Copy each line of the records that contains the word "edge".
....................
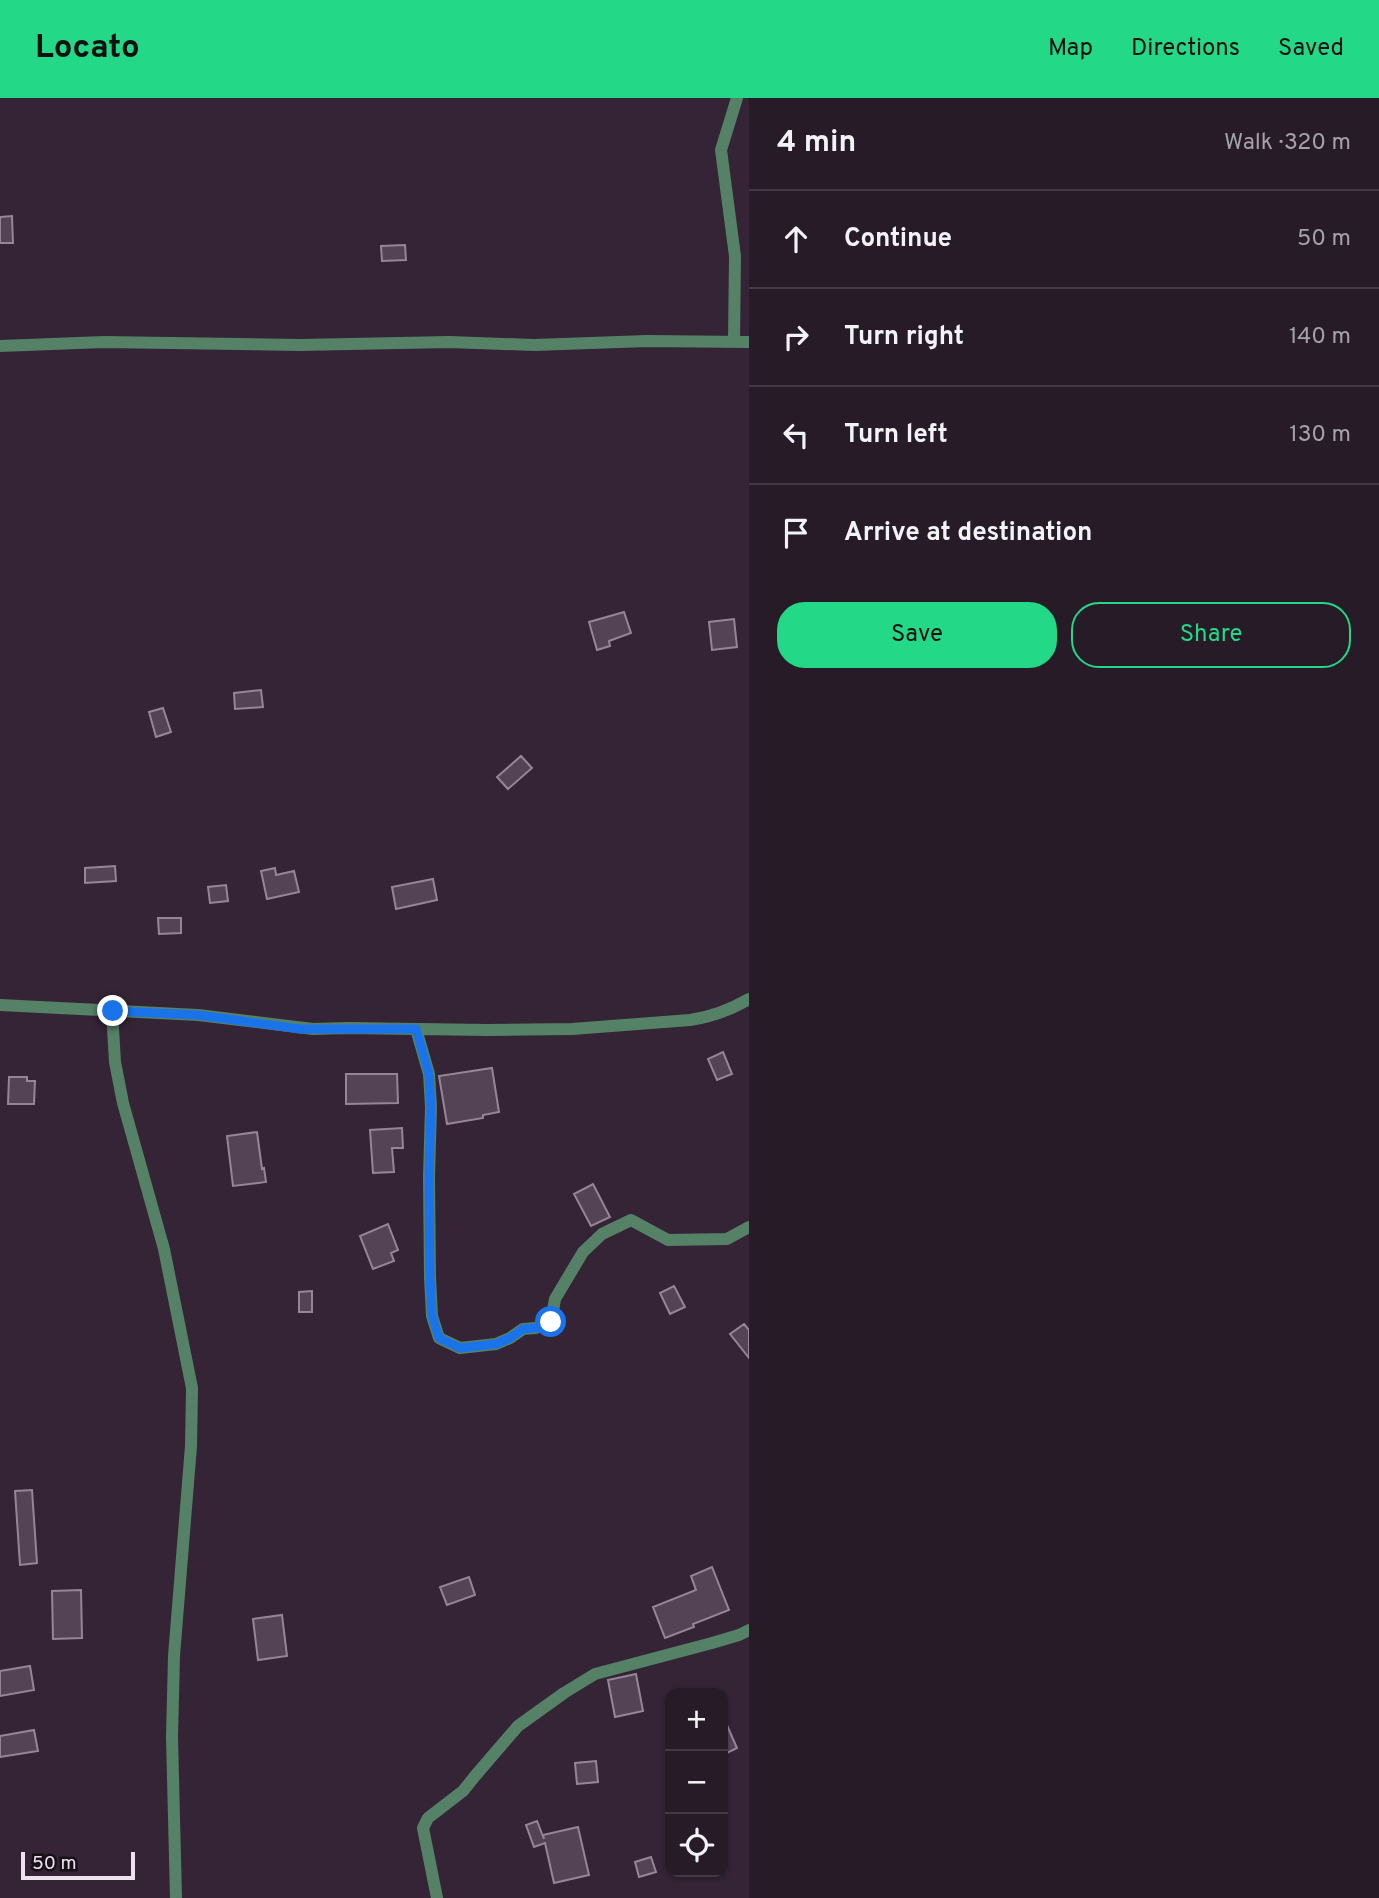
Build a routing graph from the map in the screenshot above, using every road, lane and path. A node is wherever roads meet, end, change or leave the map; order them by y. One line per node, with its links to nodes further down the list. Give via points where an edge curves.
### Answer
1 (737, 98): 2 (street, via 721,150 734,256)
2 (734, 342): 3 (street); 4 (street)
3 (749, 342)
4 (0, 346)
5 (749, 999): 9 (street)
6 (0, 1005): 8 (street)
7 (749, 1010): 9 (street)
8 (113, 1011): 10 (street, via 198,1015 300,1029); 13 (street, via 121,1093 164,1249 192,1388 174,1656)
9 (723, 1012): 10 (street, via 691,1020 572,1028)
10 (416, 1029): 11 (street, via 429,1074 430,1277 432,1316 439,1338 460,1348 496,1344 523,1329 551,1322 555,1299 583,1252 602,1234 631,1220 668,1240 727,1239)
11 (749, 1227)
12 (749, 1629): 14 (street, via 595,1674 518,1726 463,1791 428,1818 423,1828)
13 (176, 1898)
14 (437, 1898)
....................
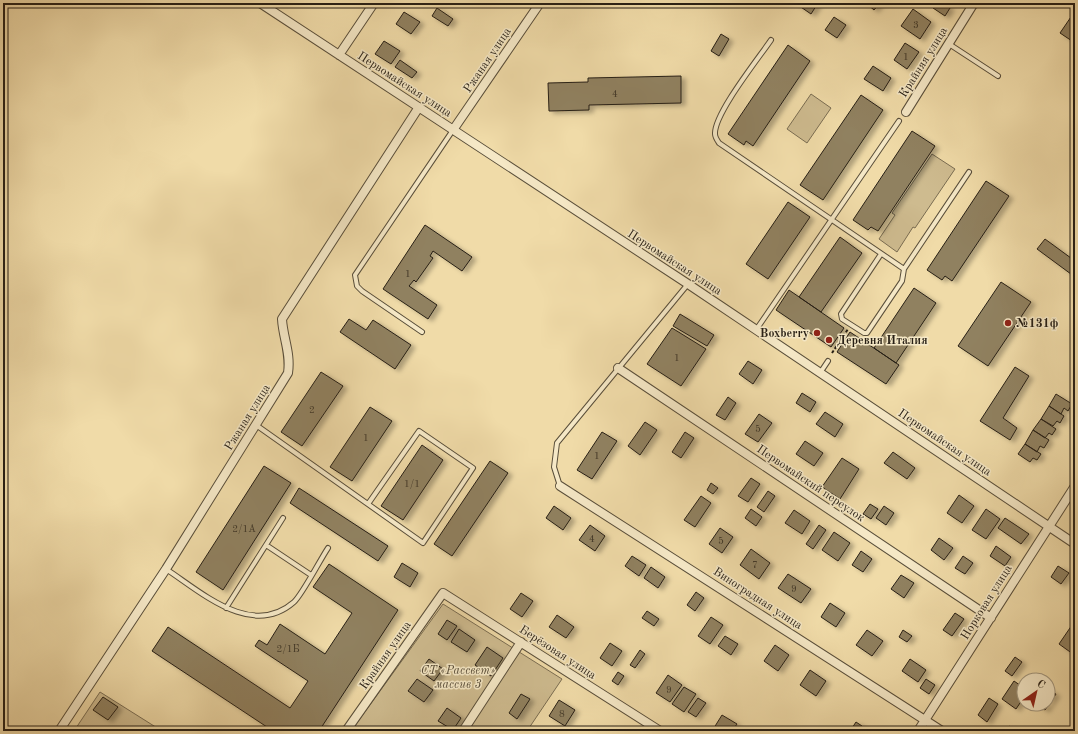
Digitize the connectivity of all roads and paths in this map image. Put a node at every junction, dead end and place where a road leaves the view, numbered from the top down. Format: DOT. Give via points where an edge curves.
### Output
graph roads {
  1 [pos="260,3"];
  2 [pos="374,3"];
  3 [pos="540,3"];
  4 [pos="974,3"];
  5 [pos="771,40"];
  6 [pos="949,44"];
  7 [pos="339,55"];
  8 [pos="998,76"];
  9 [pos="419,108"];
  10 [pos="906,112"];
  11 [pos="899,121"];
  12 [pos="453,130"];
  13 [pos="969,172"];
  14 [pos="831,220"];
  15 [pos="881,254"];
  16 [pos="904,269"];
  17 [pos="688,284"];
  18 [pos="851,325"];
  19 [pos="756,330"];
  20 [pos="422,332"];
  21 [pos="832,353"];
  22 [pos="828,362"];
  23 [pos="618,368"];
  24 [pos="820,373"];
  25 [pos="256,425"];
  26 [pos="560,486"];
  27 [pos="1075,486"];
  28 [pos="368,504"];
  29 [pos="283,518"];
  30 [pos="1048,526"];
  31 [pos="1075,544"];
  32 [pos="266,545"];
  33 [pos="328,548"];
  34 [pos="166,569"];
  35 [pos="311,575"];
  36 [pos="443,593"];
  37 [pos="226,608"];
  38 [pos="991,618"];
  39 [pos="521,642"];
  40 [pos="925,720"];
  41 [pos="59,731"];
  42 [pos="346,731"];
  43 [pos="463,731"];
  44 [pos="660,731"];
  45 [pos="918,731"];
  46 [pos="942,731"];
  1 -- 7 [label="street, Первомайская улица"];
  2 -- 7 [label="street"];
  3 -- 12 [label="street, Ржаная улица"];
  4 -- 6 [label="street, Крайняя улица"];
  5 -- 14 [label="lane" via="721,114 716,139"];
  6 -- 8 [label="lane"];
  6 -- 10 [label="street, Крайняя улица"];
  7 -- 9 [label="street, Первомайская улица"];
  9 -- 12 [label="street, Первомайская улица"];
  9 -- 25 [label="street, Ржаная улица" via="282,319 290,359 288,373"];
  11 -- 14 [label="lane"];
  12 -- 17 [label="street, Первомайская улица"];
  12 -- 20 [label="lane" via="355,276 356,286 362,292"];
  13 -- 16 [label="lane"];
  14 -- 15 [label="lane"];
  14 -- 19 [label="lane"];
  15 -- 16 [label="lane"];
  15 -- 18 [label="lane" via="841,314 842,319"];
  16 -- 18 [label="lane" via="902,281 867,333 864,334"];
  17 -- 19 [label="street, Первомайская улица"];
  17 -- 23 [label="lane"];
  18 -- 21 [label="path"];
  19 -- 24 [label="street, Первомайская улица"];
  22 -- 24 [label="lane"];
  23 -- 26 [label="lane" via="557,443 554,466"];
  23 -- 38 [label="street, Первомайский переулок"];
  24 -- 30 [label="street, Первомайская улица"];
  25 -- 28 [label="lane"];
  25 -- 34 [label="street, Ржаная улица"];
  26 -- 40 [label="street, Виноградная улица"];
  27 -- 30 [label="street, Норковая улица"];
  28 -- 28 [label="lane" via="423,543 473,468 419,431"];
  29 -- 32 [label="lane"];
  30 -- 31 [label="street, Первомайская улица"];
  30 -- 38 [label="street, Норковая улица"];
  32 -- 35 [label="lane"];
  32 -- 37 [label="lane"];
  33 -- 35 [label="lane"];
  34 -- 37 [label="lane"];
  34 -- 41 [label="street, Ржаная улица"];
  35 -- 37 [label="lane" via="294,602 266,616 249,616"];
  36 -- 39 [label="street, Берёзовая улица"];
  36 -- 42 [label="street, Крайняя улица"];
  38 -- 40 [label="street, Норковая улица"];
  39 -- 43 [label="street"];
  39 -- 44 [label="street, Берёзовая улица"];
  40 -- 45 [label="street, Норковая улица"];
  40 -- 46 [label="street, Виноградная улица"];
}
....................
Exercise result ▸
Build a routing graph from the map in the screenshot above, using every road, lane and path. A node is wherever roads meet, end, change or leave the map; order them by y. One line per node, with its links to nodes further down the list. Give via points where an edge curves.
Digitize the connectivity of all roads and paths in this map image. Put a node at every junction, dead end and place where a road leaves the view, numbered from the top down. Format: DOT. Give via points where an edge curves.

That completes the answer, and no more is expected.